— Goal of the exercise —
Please retype all the records below exactly as they read.

— Source material —
= Beginning of Section =

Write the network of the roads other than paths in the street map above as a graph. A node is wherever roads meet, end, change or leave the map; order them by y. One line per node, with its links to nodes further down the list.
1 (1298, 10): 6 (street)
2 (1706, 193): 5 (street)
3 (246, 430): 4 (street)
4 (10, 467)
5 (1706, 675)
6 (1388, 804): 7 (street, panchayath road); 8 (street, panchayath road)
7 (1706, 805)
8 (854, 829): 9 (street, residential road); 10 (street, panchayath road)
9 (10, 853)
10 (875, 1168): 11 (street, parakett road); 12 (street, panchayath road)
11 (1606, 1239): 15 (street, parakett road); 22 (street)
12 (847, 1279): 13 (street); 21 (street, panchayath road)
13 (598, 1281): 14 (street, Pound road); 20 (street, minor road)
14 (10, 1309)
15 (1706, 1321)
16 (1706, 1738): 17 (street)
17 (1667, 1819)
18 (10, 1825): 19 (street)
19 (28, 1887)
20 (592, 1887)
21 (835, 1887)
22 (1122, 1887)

= End of Section =

— Exercise answer —
Write the network of the roads other than paths in the street map above as a graph. A node is wherever roads meet, end, change or leave the map; order them by y. One line per node, with its links to nodes further down the list.
1 (1298, 10): 6 (street)
2 (1706, 193): 5 (street)
3 (246, 430): 4 (street)
4 (10, 467)
5 (1706, 675)
6 (1388, 804): 7 (street, panchayath road); 8 (street, panchayath road)
7 (1706, 805)
8 (854, 829): 9 (street, residential road); 10 (street, panchayath road)
9 (10, 853)
10 (875, 1168): 11 (street, parakett road); 12 (street, panchayath road)
11 (1606, 1239): 15 (street, parakett road); 22 (street)
12 (847, 1279): 13 (street); 21 (street, panchayath road)
13 (598, 1281): 14 (street, Pound road); 20 (street, minor road)
14 (10, 1309)
15 (1706, 1321)
16 (1706, 1738): 17 (street)
17 (1667, 1819)
18 (10, 1825): 19 (street)
19 (28, 1887)
20 (592, 1887)
21 (835, 1887)
22 (1122, 1887)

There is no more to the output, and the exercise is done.